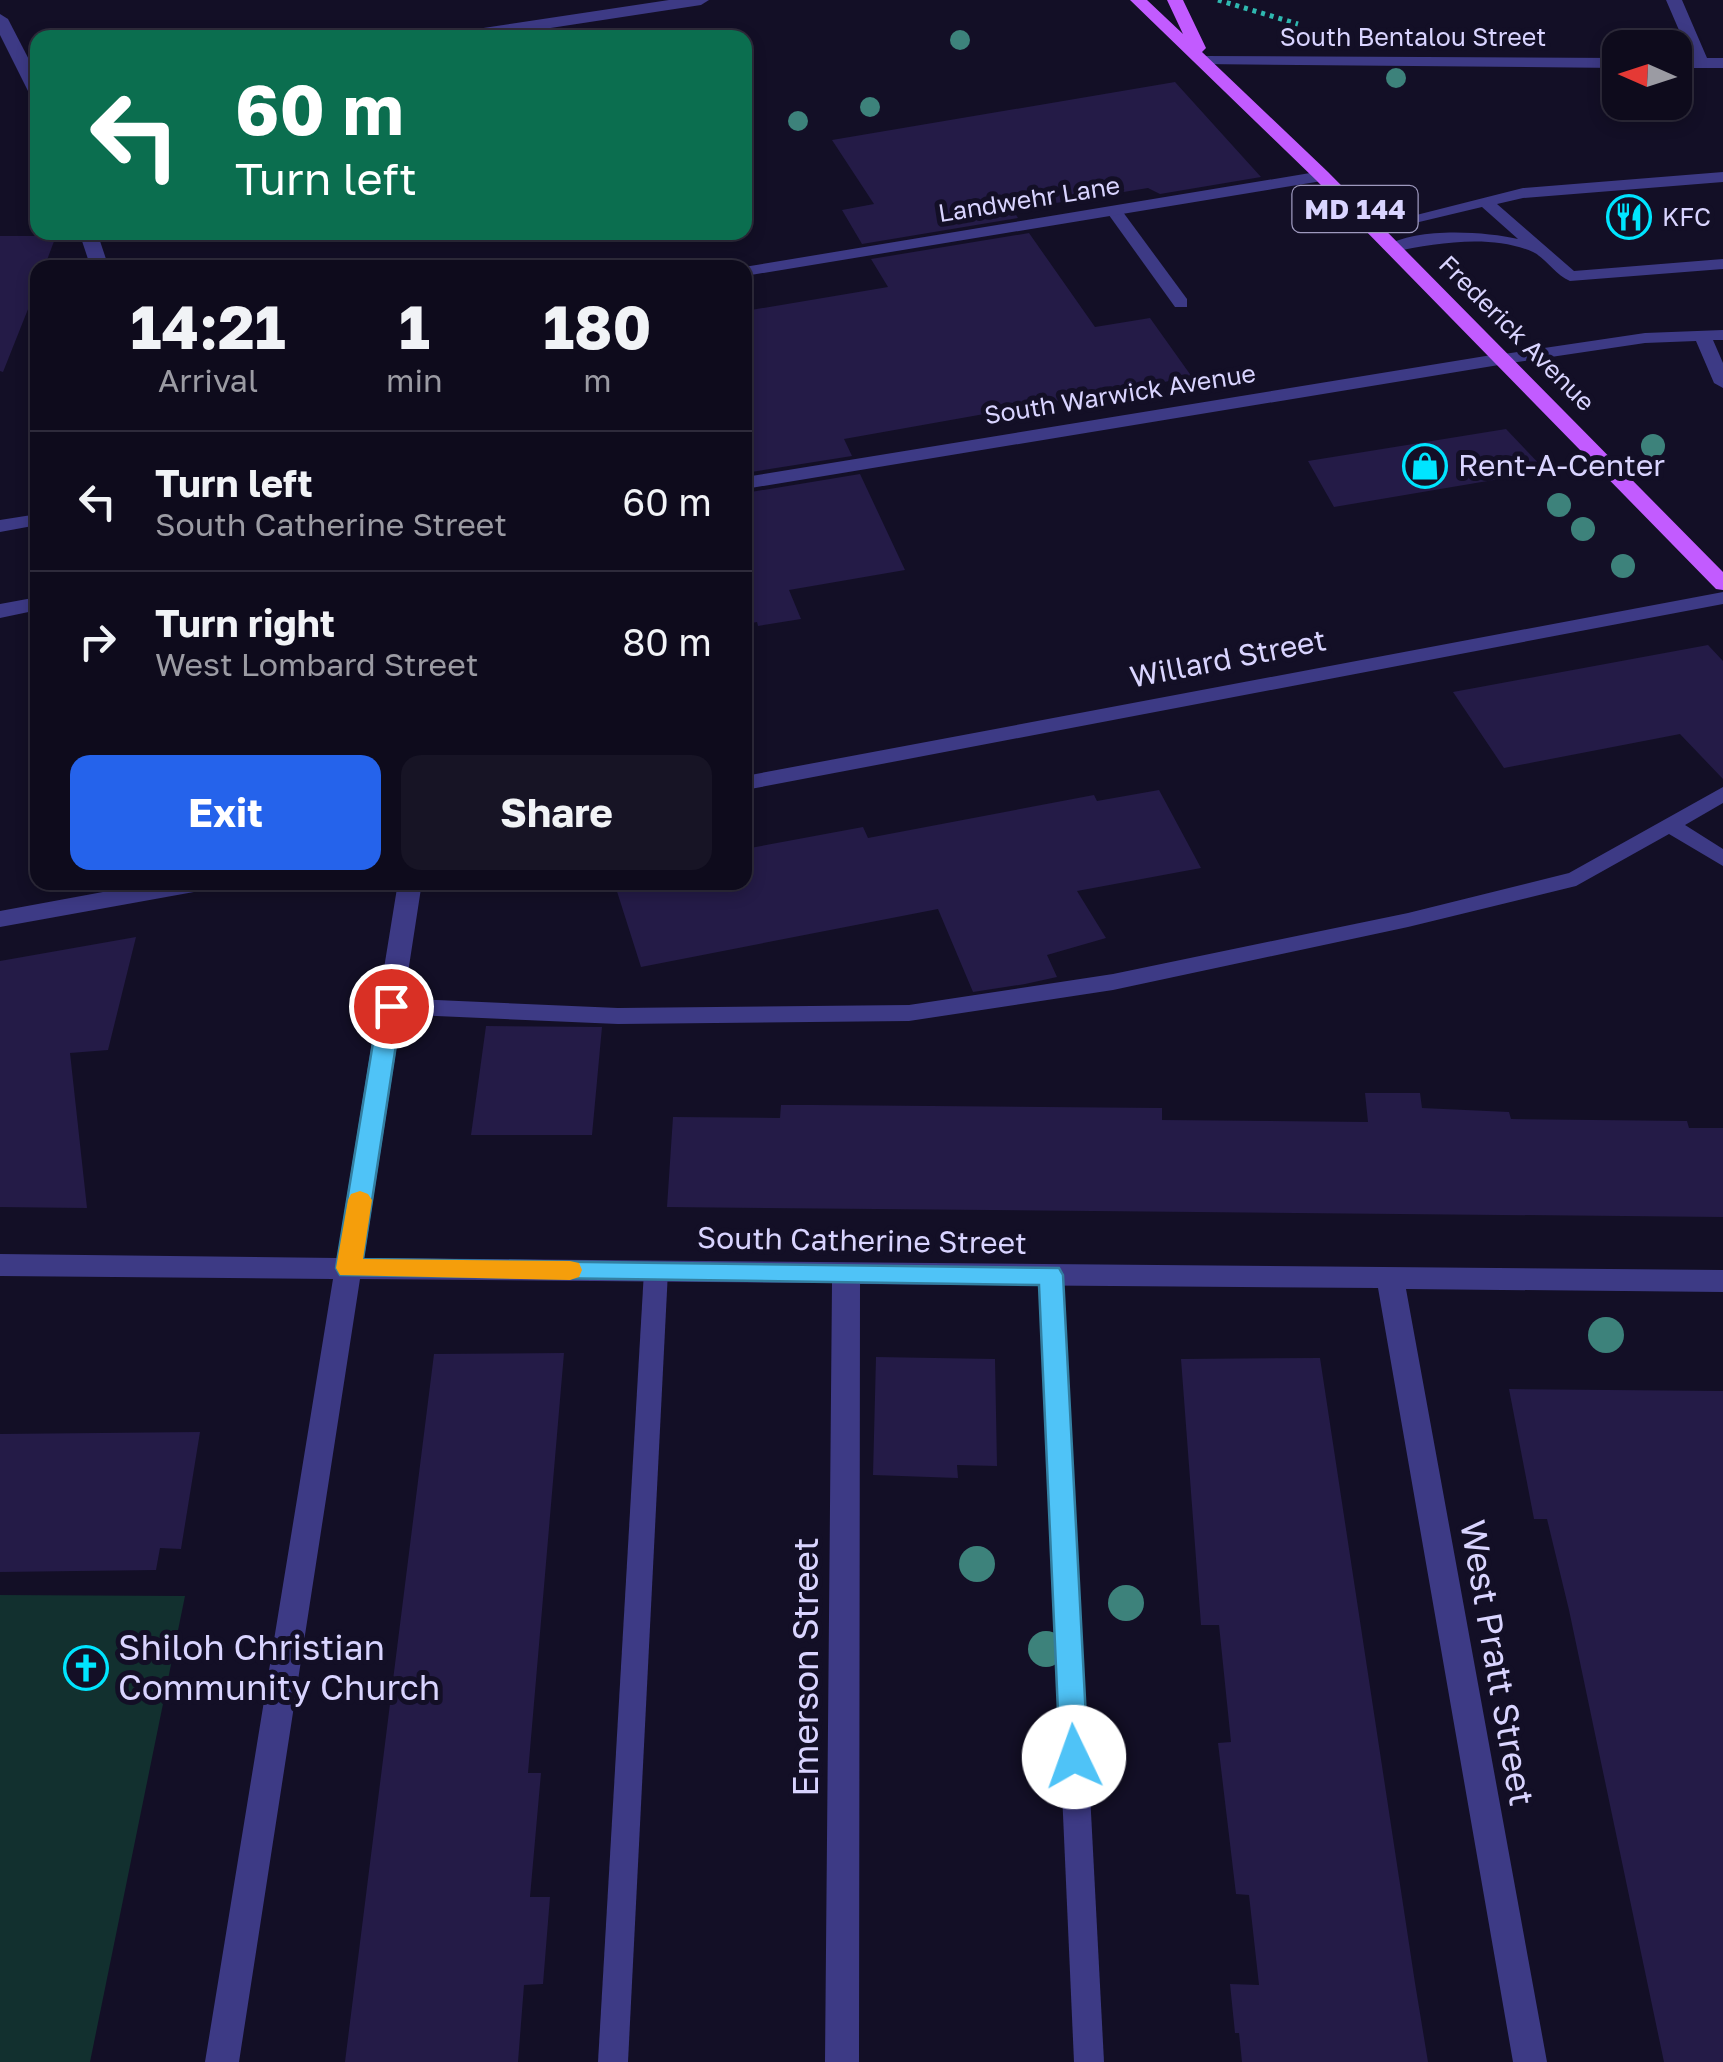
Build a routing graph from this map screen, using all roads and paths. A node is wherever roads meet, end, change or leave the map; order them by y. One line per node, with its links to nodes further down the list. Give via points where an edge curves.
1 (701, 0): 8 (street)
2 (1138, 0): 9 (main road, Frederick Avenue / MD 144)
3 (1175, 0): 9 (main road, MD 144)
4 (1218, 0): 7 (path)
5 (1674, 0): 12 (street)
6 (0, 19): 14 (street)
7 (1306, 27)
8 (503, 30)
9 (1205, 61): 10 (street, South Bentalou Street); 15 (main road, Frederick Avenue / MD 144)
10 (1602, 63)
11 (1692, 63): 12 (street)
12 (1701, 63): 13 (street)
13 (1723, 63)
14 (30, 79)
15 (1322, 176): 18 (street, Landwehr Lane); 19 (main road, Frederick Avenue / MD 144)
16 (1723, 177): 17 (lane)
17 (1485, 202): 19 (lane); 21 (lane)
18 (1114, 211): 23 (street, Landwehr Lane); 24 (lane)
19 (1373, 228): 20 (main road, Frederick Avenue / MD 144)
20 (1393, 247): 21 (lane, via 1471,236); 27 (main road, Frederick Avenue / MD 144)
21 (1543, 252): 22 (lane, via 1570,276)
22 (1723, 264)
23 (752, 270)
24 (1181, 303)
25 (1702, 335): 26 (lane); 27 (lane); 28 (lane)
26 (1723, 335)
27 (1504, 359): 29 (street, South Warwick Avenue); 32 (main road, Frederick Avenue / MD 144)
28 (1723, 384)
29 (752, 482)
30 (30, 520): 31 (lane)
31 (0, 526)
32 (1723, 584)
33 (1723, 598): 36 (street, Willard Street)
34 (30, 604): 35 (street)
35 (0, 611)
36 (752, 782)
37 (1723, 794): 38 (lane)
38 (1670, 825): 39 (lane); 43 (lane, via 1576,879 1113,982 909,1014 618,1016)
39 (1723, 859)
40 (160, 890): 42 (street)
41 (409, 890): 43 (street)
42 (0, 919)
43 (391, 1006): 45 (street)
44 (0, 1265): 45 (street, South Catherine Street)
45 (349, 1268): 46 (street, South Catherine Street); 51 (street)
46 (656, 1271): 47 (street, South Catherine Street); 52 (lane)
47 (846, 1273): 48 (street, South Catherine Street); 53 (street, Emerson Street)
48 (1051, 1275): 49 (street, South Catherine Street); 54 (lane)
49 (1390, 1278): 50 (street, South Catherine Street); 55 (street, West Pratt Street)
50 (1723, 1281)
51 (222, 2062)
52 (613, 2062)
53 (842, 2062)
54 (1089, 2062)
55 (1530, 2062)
......
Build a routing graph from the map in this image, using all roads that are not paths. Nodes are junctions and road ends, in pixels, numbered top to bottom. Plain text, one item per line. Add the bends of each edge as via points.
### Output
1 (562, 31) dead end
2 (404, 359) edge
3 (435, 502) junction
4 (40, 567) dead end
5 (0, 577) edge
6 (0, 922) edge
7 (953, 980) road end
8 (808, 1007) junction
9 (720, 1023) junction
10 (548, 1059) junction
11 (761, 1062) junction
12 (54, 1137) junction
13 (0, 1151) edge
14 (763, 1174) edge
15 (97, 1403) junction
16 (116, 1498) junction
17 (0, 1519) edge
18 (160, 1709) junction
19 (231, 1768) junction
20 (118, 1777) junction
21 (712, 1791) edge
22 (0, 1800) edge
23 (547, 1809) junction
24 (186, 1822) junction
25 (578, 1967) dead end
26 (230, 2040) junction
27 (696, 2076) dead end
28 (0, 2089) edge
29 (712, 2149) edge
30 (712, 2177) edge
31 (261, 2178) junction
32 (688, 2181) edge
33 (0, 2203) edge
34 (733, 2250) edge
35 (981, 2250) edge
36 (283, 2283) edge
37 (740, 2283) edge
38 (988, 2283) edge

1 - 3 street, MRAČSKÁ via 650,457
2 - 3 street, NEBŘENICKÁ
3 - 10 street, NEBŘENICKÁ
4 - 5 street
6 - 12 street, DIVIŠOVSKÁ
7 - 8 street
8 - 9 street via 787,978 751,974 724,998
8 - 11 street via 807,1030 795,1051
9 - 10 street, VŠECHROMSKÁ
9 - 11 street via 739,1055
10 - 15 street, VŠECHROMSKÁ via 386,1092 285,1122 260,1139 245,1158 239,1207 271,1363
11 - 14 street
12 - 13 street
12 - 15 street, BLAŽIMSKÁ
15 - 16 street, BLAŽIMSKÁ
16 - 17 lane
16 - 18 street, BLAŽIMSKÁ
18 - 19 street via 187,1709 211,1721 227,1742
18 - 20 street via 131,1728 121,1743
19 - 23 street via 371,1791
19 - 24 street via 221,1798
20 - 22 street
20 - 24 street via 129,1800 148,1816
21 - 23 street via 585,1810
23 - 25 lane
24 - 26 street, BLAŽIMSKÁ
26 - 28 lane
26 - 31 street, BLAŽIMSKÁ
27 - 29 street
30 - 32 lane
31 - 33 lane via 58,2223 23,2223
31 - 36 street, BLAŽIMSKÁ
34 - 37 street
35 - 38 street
......
### Assigned task
Tally the lines of the listing in which the word "Catherine" occurs, and state the total alone.

### Task answer
6